Dataset records >>
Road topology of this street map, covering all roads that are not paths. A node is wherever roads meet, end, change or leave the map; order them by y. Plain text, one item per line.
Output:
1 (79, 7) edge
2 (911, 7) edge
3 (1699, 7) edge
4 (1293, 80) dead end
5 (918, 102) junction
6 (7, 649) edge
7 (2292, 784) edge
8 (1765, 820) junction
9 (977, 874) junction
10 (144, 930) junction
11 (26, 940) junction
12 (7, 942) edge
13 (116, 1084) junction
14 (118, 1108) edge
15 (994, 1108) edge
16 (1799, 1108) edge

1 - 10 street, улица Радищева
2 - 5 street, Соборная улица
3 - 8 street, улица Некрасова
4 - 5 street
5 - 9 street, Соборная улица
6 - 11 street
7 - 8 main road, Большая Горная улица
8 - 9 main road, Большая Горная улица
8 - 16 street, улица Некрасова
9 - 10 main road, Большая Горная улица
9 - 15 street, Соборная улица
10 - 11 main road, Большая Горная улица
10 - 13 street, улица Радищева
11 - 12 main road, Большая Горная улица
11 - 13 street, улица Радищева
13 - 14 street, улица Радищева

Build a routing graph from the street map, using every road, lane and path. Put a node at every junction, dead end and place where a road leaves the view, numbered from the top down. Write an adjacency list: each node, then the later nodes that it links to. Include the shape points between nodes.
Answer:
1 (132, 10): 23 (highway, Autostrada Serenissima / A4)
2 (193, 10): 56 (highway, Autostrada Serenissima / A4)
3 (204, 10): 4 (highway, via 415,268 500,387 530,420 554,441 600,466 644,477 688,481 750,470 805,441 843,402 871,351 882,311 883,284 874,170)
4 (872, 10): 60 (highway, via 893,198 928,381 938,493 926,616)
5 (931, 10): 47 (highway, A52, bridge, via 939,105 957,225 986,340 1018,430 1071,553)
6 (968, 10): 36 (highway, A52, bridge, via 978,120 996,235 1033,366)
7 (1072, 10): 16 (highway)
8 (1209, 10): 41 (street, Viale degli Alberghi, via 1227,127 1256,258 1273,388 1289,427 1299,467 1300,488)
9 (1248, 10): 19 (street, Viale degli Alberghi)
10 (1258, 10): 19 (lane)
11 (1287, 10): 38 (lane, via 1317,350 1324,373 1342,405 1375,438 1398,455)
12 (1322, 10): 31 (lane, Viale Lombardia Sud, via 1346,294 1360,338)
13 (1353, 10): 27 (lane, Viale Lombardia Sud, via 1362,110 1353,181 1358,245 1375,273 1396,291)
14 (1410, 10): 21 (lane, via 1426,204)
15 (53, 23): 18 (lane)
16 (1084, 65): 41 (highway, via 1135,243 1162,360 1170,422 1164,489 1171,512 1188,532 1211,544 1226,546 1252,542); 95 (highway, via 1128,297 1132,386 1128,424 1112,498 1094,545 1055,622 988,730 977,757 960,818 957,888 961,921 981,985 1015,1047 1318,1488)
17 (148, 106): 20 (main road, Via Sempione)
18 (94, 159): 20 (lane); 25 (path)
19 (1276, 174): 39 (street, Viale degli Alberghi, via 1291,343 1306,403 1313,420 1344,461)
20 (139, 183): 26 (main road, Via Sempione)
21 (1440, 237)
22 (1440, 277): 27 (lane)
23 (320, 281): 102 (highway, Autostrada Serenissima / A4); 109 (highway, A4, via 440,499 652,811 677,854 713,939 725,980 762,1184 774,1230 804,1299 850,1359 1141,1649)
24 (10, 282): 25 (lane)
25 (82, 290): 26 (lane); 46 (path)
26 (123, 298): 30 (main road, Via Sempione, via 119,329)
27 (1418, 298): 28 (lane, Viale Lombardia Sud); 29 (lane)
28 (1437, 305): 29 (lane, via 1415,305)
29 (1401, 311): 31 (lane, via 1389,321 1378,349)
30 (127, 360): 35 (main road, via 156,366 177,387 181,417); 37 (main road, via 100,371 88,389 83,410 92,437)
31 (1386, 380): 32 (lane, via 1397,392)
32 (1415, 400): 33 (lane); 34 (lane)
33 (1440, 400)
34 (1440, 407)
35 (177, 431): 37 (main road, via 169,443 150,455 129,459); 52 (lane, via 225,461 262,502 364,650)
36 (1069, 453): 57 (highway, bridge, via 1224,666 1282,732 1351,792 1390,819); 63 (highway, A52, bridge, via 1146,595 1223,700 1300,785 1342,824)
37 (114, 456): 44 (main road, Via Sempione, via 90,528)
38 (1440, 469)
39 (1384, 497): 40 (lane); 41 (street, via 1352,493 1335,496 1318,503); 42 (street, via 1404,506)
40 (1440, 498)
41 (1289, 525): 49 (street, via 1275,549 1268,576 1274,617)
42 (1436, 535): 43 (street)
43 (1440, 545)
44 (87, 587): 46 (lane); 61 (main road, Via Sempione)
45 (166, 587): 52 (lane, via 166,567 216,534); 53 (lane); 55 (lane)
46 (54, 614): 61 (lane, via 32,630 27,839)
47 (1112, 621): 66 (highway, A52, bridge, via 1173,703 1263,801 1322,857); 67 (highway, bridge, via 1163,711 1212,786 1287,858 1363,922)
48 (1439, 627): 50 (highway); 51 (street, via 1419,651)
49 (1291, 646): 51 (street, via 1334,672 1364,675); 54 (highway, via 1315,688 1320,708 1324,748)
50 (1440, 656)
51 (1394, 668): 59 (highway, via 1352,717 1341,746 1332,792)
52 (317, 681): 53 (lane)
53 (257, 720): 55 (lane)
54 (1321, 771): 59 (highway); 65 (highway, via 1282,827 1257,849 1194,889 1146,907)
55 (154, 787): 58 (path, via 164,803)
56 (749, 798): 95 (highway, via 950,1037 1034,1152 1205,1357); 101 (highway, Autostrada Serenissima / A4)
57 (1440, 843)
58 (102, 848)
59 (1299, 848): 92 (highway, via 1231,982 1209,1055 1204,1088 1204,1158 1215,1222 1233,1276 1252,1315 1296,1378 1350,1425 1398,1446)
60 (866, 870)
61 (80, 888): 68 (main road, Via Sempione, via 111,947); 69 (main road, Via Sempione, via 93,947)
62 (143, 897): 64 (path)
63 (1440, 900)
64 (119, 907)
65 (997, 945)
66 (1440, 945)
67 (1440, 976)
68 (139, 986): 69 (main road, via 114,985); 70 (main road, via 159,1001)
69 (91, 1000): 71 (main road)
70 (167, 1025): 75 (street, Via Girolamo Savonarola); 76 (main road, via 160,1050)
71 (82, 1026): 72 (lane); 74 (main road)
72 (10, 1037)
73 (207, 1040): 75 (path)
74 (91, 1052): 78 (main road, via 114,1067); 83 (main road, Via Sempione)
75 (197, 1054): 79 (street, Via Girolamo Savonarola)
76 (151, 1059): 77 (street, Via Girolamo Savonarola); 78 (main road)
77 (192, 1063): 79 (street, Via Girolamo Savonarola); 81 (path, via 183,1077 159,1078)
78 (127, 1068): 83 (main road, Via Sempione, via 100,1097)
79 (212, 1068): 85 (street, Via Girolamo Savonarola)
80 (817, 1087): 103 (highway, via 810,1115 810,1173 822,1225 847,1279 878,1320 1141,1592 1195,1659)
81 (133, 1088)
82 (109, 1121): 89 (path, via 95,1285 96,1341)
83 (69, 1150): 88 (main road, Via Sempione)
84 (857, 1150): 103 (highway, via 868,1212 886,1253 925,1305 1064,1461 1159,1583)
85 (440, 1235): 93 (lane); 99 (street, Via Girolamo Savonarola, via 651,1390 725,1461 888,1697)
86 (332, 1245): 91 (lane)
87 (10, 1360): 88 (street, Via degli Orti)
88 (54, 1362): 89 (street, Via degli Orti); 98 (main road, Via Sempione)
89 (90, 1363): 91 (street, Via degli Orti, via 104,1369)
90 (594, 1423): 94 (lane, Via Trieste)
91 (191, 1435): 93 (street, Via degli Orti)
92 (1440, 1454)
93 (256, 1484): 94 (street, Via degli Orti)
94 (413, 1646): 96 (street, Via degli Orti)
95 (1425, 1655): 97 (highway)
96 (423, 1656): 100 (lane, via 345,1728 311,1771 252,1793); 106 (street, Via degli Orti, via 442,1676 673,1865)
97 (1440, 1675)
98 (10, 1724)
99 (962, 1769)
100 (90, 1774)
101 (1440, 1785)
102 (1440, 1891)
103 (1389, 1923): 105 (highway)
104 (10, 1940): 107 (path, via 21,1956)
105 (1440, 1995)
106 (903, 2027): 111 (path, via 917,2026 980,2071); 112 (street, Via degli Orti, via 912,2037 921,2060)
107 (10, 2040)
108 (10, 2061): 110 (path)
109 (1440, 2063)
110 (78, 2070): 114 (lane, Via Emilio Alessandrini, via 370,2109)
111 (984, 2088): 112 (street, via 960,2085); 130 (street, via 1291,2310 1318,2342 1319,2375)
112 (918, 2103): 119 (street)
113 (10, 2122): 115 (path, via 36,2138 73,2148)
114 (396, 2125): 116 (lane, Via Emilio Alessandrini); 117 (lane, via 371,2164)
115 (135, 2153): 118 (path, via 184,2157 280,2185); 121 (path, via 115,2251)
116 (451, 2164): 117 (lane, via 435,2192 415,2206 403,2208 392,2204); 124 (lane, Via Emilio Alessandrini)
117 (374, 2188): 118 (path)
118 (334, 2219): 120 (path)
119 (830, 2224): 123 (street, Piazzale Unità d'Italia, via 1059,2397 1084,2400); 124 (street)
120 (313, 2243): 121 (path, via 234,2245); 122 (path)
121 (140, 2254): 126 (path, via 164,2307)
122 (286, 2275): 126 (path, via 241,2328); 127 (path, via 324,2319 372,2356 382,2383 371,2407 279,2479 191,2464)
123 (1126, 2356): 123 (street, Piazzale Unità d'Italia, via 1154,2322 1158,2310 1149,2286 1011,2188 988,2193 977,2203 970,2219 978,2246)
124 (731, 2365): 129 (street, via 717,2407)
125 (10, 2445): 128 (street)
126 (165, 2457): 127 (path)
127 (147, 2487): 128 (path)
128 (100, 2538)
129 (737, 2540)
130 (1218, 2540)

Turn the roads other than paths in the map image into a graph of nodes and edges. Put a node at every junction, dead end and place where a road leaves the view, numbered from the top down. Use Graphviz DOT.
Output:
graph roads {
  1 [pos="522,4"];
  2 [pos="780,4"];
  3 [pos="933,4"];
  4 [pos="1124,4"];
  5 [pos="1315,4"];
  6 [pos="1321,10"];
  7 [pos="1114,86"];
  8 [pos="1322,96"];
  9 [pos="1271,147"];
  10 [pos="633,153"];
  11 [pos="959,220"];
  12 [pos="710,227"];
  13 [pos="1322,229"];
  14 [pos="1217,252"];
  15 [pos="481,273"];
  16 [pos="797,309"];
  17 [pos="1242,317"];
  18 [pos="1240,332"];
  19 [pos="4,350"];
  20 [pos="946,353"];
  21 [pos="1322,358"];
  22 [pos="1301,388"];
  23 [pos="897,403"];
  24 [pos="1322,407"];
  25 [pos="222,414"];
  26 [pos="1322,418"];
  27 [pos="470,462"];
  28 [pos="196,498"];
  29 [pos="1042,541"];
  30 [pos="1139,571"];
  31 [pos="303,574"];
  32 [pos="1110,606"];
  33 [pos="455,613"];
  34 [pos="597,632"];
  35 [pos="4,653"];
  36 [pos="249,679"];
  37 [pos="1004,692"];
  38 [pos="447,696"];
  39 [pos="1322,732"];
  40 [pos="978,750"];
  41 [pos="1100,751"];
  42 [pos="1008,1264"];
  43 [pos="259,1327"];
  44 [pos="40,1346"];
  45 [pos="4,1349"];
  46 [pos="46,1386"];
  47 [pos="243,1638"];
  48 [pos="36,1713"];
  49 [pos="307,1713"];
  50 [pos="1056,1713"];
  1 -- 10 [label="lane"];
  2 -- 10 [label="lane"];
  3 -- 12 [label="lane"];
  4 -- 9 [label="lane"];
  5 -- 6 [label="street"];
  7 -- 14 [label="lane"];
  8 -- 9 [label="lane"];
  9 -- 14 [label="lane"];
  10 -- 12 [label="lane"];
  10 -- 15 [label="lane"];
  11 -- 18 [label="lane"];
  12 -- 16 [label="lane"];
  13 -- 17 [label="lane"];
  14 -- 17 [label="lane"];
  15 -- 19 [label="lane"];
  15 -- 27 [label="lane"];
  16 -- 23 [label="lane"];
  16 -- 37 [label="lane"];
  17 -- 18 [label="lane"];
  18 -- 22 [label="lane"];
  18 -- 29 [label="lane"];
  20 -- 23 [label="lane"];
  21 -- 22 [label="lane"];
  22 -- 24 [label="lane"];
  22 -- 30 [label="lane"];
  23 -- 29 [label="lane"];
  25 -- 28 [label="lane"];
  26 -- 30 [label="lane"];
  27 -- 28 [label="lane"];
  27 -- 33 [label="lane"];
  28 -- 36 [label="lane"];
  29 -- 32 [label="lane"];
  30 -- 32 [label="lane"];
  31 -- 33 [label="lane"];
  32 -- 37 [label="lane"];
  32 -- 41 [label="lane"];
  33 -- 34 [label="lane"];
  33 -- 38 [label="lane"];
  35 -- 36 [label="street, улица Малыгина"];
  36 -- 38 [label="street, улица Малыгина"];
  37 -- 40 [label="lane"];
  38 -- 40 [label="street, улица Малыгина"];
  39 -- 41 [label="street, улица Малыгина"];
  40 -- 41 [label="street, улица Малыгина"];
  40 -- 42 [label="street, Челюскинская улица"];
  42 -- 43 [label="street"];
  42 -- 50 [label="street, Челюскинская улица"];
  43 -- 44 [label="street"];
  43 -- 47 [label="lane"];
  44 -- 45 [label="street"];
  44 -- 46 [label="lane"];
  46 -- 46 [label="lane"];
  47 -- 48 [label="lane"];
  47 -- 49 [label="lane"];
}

Task objective >> The string "Alberghi" marks the lines to copy; report each of them from the data above.

Final answer >>
8 (1209, 10): 41 (street, Viale degli Alberghi, via 1227,127 1256,258 1273,388 1289,427 1299,467 1300,488)
9 (1248, 10): 19 (street, Viale degli Alberghi)
19 (1276, 174): 39 (street, Viale degli Alberghi, via 1291,343 1306,403 1313,420 1344,461)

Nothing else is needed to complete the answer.